Q: What is the role of carbon in the formation of fossil fuels?: The role of carbon in the formation of fossil fuels is crucial. Fossil fuels, such as coal, oil, and natural gas, are formed from the remains of ancient plants and organisms that lived millions of years ago. These organisms were primarily made up of carbon-based compounds. Over time, the organic matter accumulated and was buried under layers of sediment, subjected to intense heat and pressure. This process, known as carbonization, caused the carbon within the organic matter to undergo chemical changes, transforming it into fossil fuels. Therefore, carbon is the key element involved in the formation of fossil fuels.

Q: What are the carbon nanotube applications?: The application of carbon nanotubes in composite materials: carbon nanotubes with nanoparticles in size effect, but also has high mechanical strength, good flexibility, high conductivity, unique properties, become the ideal reinforcement of polymer composites, is widely used in chemical industry, machinery, electronics, aviation, aerospace and other fields. But because of carbon nanotubes are easily assembled into bundles or wound, and compared with other nanoparticles, the surface is relatively inert, in common organic solvents or polymer materials dispersion in the low, which greatly restricts its application. Therefore, the surface of carbon nanotubes modified carbon nanotubes has become a research hotspot the polymer / composite material. At present, the domestic and foreign research on the surface modification of carbon nanotubes is mainly covalent and non covalent bond groups introduced on the surface, such as the use of the surface Chemical modification, surfactant modification, or by coating modification methods of carbon nanotube polymer molecules. In recent years is presented. The ultraviolet irradiation, plasma radiation modification and processing method. The surface modification of carbon nanotubes for polymer composites can significantly improve the mechanical properties, electrical properties and thermal properties.

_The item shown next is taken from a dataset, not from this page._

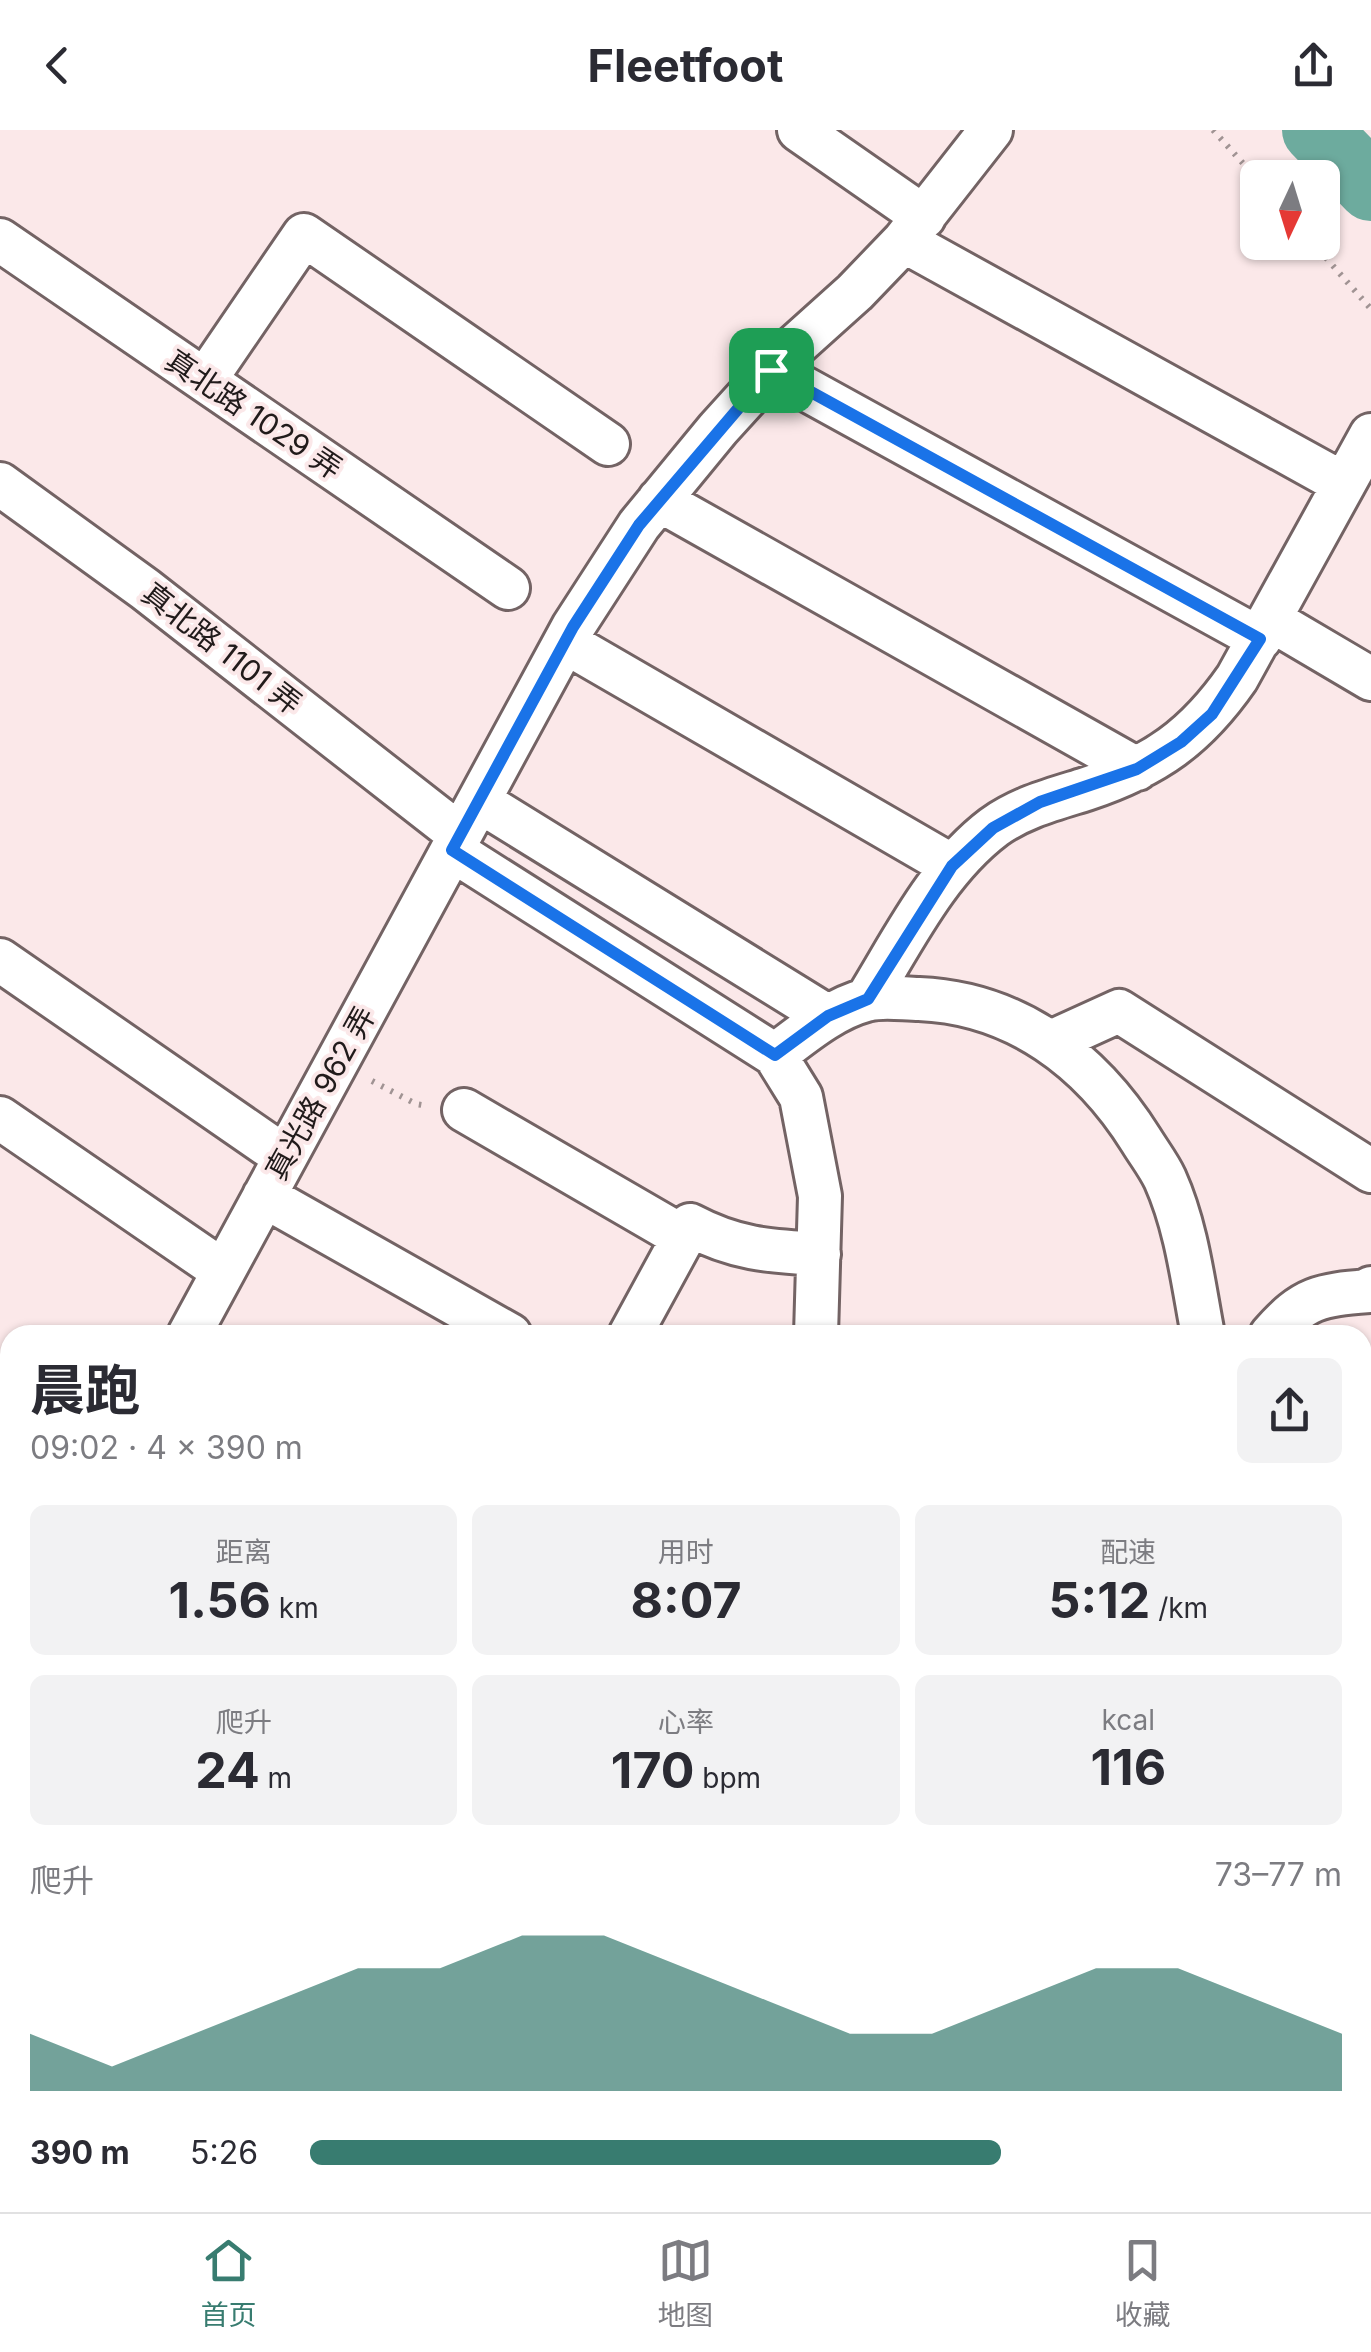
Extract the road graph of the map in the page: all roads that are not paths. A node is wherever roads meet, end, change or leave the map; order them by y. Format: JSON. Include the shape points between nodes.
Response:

Q: How does carbon affect the migration patterns of animals?: Carbon emissions and the subsequent increase in greenhouse gases have been found to have a significant impact on the migration patterns of animals. One of the key ways carbon affects migration is through climate change. As carbon dioxide levels rise, the Earth's temperature also increases, leading to alterations in weather patterns and the timing of seasons. These changes can disrupt the natural cues and signals that animals rely on to initiate migration. For some species, migration is triggered by changes in temperature, daylight hours, or the availability of food sources. However, with climate change, these cues may become inconsistent or altered, leading to confusion and disruption in migration patterns. For example, migratory birds rely on the availability of insects and other food sources during their journey, but changing temperatures and shifts in plant and insect life cycles can affect the timing and availability of these resources, potentially leading to food shortages and impacting their ability to complete their migrations successfully. Additionally, carbon emissions have led to changes in habitat and ecosystems that further influence migration patterns. Rising temperatures and changes in precipitation patterns can alter the distribution and abundance of plant species, which can, in turn, affect the availability of food and shelter for migratory animals. Some species may find their traditional breeding or feeding grounds no longer suitable due to these changes, forcing them to alter their migration routes or patterns. Furthermore, carbon emissions also contribute to the melting of polar ice caps and the subsequent rise in sea levels. This has a direct impact on marine species that rely on specific breeding grounds or feeding areas. As their habitats shrink or disappear, these animals may be forced to migrate to new areas or face extinction. Overall, the increase in carbon emissions and resulting climate change have profound effects on the migration patterns of animals. Disruptions in weather patterns, altered cues for migration, changes in habitat, and shifts in food availability all contribute to the challenges faced by migratory species. Understanding and mitigating the impact of carbon on migration is crucial to ensure the survival and well-being of these animals in a rapidly changing world.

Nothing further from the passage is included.